_Work to be completed_
Write out the data exactly, every line included.

_Given data_
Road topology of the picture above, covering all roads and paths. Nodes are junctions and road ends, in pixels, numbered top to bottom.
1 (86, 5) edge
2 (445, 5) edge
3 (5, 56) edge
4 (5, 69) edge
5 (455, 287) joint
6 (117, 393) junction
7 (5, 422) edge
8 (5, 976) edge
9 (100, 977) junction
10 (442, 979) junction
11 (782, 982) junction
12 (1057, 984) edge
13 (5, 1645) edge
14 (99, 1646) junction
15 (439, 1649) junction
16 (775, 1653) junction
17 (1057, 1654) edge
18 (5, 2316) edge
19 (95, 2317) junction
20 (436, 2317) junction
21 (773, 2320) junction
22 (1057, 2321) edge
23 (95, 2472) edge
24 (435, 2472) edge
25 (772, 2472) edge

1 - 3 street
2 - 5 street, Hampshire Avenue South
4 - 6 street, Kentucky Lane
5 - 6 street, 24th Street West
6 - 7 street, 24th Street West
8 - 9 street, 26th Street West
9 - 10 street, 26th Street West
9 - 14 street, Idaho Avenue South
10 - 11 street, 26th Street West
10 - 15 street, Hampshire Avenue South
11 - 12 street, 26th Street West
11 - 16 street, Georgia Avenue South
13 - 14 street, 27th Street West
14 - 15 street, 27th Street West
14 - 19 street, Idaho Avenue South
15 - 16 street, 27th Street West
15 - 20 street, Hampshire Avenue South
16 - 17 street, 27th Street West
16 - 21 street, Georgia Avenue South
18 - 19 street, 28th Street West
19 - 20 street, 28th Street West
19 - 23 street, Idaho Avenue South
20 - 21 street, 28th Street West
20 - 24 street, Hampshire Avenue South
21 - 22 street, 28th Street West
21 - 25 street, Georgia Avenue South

_Solution for this task_
Road topology of the picture above, covering all roads and paths. Nodes are junctions and road ends, in pixels, numbered top to bottom.
1 (86, 5) edge
2 (445, 5) edge
3 (5, 56) edge
4 (5, 69) edge
5 (455, 287) joint
6 (117, 393) junction
7 (5, 422) edge
8 (5, 976) edge
9 (100, 977) junction
10 (442, 979) junction
11 (782, 982) junction
12 (1057, 984) edge
13 (5, 1645) edge
14 (99, 1646) junction
15 (439, 1649) junction
16 (775, 1653) junction
17 (1057, 1654) edge
18 (5, 2316) edge
19 (95, 2317) junction
20 (436, 2317) junction
21 (773, 2320) junction
22 (1057, 2321) edge
23 (95, 2472) edge
24 (435, 2472) edge
25 (772, 2472) edge

1 - 3 street
2 - 5 street, Hampshire Avenue South
4 - 6 street, Kentucky Lane
5 - 6 street, 24th Street West
6 - 7 street, 24th Street West
8 - 9 street, 26th Street West
9 - 10 street, 26th Street West
9 - 14 street, Idaho Avenue South
10 - 11 street, 26th Street West
10 - 15 street, Hampshire Avenue South
11 - 12 street, 26th Street West
11 - 16 street, Georgia Avenue South
13 - 14 street, 27th Street West
14 - 15 street, 27th Street West
14 - 19 street, Idaho Avenue South
15 - 16 street, 27th Street West
15 - 20 street, Hampshire Avenue South
16 - 17 street, 27th Street West
16 - 21 street, Georgia Avenue South
18 - 19 street, 28th Street West
19 - 20 street, 28th Street West
19 - 23 street, Idaho Avenue South
20 - 21 street, 28th Street West
20 - 24 street, Hampshire Avenue South
21 - 22 street, 28th Street West
21 - 25 street, Georgia Avenue South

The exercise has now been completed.